Again, this is easy to explain. As discussed, western guys in Japan seem to be here primarily for the poon – unless they’re otaku, in which case they’re not getting laid with anyone regardless of nationality. This means that if you’re a western woman in Japan, if you’re not stunningly hot, no one is going to be banging you. It’s likely that the Japanese guys will be too intimidated if you’re between a 5-7, (they seem too add two hot points to your rating, simply for being non-Japanese).  If you’re below a 5 however, they’re not showing you attention because they’re intimidated, but simply because they have standards too. Obviously.

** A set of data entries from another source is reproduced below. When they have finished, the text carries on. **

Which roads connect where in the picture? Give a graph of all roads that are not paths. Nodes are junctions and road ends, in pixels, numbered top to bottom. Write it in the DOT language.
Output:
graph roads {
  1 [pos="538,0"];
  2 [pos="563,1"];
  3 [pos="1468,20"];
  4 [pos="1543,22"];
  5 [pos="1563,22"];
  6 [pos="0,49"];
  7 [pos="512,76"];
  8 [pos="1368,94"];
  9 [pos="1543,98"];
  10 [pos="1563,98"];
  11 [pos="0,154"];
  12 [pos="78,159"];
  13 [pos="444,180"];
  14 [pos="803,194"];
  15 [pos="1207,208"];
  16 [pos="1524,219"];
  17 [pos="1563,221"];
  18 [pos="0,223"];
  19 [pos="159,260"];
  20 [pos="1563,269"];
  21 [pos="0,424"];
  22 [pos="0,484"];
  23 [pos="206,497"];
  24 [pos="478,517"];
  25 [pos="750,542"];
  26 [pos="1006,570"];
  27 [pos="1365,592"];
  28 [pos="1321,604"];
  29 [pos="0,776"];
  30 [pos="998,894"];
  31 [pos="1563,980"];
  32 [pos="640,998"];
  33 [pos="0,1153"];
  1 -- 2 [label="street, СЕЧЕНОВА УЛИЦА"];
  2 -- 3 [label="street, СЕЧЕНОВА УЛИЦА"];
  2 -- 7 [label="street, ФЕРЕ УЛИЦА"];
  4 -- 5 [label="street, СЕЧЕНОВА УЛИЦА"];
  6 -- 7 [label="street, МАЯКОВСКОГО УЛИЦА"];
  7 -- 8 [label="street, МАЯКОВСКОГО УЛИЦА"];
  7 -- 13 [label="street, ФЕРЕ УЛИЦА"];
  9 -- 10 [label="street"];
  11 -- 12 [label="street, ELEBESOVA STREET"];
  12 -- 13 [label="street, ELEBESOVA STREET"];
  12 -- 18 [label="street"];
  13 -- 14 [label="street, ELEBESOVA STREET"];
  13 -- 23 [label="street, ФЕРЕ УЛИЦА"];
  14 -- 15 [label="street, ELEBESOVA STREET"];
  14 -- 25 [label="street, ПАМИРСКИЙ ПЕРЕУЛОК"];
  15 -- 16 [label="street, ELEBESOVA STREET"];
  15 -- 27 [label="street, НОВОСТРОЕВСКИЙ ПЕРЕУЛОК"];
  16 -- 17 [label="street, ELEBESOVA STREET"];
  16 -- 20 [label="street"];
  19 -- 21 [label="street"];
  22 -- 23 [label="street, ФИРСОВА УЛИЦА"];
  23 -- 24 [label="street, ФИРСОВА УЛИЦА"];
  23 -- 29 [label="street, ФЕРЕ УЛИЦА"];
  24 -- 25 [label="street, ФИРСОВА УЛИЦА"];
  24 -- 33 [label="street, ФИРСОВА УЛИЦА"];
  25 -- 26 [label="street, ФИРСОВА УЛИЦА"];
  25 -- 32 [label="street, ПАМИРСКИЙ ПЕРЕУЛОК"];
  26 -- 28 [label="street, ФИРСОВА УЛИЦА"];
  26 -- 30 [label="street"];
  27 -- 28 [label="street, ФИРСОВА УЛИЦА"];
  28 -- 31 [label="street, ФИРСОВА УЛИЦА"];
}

This leads to the gradual metamorphosis from being a generally below average looking, yet docile and reserved woman…into a bitter beefhound who ain’t never gettin no meat with that face/body/attitude/everything, literally everything. They begin to hate Japanese guys through resentment of not getting hit on, coming up with the standard excuses like ‘I would never date a Japanese guy, they treat woman so badly’, OR ‘I didn’t come to Japan to date another gaijin’. (As a side note, however, any western couples that do get together, are generally pretty pathetic, as I’m sure you can imagine.) Regardless, these women become so undersexed that they begin to consider hooking up with the super gross creeps that showed them a little bit of attention six months ago. However, when the moose makes her move, she realises that she’s too late, and he’s no longer interested, as he went on one awkward date with Yoko two months ago, and has since decided that ‘he’s done with white chicks and will only date Japanese girls from now on.’ So yeah, she is miserable. And gross. Really, really gross and angry. But mostly gross.

So there you have it. The gaijin in Japan. Which one will you be?